Secondo la tesi accusatoria, ad aprile 2020 il pubblico ministero Storari avrebbe consegnato al braccio destro di Antonio Di Pietro dei verbali segreti che, da dicembre 2019 a gennaio 2020 il plurindagato Amara, ex avvocato esterno dell'Eni, aveva reso su un'associazione segreta, denominata Ungheria. Controverse dichiarazioni che per Storari andavano chiarite rapidamente. I documenti segreti vennero dati a Davigo in formato Word, e contenevano una serie di rivelazioni dirompenti sull'associazione Ungheria, una loggia segreta, che avrebbe deciso trasferimenti, nomine e sanzioni a carico dei magistrati.
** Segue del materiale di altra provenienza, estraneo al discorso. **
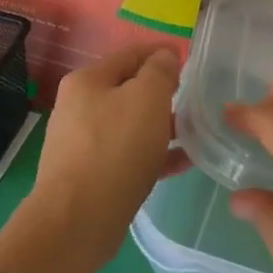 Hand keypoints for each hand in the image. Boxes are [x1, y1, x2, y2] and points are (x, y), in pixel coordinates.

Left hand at [26, 43, 189, 272]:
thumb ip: (160, 72)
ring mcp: (83, 143)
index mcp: (88, 81)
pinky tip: (183, 162)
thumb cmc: (115, 149)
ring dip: (162, 125)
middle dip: (162, 92)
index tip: (189, 58)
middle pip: (129, 89)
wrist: (77, 221)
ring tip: (196, 132)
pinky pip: (129, 155)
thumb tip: (164, 56)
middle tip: (195, 98)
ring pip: (131, 124)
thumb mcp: (147, 99)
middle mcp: (79, 107)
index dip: (161, 52)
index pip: (130, 54)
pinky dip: (154, 154)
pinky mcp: (91, 175) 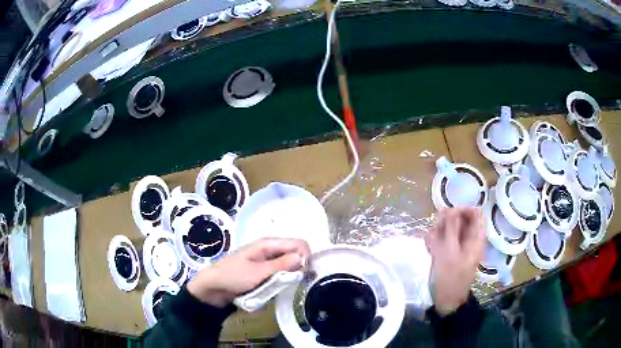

Una sorta di gabinetto all'interno del quale si decidevano le carriere di pubblici ministeri e dei giudici. E, di conseguenza, si indirizzano, più o meno direttamente, i processi. Soprattutto quelli che avevano come protagonisti soggetti politici importanti. Un'ipotesi che, se confermata, potrebbe avere un impatto deflagrante, perché andrebbe a minare non solo l'indipendenza del terzo potere, ma soprattutto distruggerebbe la fiducia che i cittadini devono avere nel potere giudiziario. Lo scorso 11 maggio davanti alle telecamere della trasmissione televisiva “Di Martedì”, Davigo spiegò che Storari gli aveva “segnalato una situazione critica e dato il materiale necessario per farmi un'opinione, dopo essersi accertato che fosse lecito. Io spiegai che il segreto investigativo, per espressa circolare del Csm, non è opponibile al Csm”. Circa l'impasse in Procura a Milano, per Davigo il problema era “che, quando uno ha dichiarazioni che riguardano persone in posti istituzionali importanti, se sono vere è grave, ma se sono false è gravissimo: quindi, in un caso e nell'altro, quelle cose richiedevano indagini tempestive. Mi sembrava incomprensibile la mancata iscrizione”. L'ex pubblico ministero di Mani Pulite ne aveva parlato, “in misura e in momenti diversi, quantomeno al vicepresidente del Csm Ermini, agli altri due membri del Comitato, il procuratore generale e il presidente della Cassazione, Giovanni Salvi e Pietro Curzio. Nonché (per spiegare i propri raffreddati rapporti con il consigliere Ardita evocato da Amara) ad alcuni consiglieri Csm e all'onorevole Morra, presidente dell'Antimafia”.

 

 

Davigo era tornato al centro del dibattito pubblico quando, la scorsa settimana, si era espresso in maniera molta critica nei confronti dei quesiti referendari proposti da Lega e Radicali. E che toccano, nel vivo, la struttura organizzativa della magistratura italiana. Ora questa indagine, sulla quale è indispensabile venga fatta chiarezza al più presto. Per l'onorabilità di uno dei simboli di Tangentopoli. Ma soprattutto per la fiducia incondizionata che i cittadini devono avere nei giudici. Sempre.